___ DATA RECORDS ___
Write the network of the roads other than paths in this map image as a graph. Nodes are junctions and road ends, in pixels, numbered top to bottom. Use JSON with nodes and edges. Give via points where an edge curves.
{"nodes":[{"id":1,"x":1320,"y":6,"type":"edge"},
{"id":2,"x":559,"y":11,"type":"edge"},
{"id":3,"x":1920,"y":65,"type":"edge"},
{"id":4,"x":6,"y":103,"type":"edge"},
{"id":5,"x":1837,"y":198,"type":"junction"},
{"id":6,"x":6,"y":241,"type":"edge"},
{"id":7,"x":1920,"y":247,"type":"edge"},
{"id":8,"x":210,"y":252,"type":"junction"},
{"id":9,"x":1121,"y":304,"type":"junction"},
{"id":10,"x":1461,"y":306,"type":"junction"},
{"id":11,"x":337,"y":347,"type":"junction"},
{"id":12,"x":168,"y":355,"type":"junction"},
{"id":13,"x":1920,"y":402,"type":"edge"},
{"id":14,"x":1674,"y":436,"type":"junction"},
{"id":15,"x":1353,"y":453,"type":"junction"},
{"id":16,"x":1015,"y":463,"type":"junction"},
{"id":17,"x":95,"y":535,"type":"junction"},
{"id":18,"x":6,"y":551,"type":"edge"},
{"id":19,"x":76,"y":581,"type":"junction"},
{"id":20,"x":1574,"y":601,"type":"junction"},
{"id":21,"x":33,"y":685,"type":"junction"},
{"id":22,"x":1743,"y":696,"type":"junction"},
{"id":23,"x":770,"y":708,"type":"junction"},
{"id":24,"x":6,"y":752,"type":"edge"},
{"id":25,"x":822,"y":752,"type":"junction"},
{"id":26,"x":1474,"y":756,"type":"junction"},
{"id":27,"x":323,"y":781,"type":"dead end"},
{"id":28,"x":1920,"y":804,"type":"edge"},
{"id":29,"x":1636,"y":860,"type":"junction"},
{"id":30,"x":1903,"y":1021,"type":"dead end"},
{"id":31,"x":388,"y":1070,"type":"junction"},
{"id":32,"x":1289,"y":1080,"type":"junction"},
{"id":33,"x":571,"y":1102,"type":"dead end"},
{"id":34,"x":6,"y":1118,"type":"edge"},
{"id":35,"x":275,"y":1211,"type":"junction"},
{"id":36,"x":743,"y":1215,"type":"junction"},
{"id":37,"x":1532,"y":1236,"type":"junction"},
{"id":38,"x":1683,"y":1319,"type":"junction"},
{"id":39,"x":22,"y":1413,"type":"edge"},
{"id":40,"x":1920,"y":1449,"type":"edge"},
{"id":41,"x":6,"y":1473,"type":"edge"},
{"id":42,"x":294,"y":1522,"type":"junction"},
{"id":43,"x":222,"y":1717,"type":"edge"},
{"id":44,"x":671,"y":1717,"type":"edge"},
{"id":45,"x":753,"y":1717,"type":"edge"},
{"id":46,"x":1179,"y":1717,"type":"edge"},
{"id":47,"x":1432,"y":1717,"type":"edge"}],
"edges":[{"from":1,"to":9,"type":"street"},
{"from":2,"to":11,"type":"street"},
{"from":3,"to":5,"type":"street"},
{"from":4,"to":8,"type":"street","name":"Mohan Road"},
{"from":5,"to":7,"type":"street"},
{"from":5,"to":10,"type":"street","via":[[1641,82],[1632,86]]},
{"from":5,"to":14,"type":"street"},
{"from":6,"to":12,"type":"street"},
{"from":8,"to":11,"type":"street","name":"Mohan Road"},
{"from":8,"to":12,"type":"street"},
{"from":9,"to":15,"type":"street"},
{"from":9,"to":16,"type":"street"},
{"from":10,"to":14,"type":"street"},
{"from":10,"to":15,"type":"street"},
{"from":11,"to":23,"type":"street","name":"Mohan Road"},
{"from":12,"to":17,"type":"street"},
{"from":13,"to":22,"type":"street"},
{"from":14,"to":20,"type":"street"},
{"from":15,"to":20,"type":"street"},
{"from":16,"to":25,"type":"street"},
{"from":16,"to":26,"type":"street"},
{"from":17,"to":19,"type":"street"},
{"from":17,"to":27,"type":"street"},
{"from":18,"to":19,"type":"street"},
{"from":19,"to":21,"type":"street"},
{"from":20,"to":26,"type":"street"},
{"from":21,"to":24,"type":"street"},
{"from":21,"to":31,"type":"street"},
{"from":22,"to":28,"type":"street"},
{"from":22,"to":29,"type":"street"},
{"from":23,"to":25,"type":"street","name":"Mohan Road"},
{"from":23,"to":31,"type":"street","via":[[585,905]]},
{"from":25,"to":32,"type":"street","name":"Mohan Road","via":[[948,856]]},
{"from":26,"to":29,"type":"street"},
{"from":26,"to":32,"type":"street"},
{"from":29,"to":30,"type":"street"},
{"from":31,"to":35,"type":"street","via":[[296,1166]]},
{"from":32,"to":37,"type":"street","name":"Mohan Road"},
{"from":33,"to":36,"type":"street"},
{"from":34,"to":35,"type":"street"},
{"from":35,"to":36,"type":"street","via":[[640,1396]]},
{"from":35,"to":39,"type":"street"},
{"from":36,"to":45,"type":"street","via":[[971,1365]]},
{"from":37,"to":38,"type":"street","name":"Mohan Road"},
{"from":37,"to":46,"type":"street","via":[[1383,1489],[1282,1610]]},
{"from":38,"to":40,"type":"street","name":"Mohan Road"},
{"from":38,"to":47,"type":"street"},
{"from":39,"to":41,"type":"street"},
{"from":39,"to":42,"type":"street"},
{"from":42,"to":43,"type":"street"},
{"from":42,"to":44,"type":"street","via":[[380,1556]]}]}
___
» **WHAT THE TASK ASKS**: Search the data above for lines holding "name" and copy each of them.

» **RESPONSE AREA**:
{"from":4,"to":8,"type":"street","name":"Mohan Road"},
{"from":8,"to":11,"type":"street","name":"Mohan Road"},
{"from":11,"to":23,"type":"street","name":"Mohan Road"},
{"from":23,"to":25,"type":"street","name":"Mohan Road"},
{"from":25,"to":32,"type":"street","name":"Mohan Road","via":[[948,856]]},
{"from":32,"to":37,"type":"street","name":"Mohan Road"},
{"from":37,"to":38,"type":"street","name":"Mohan Road"},
{"from":38,"to":40,"type":"street","name":"Mohan Road"},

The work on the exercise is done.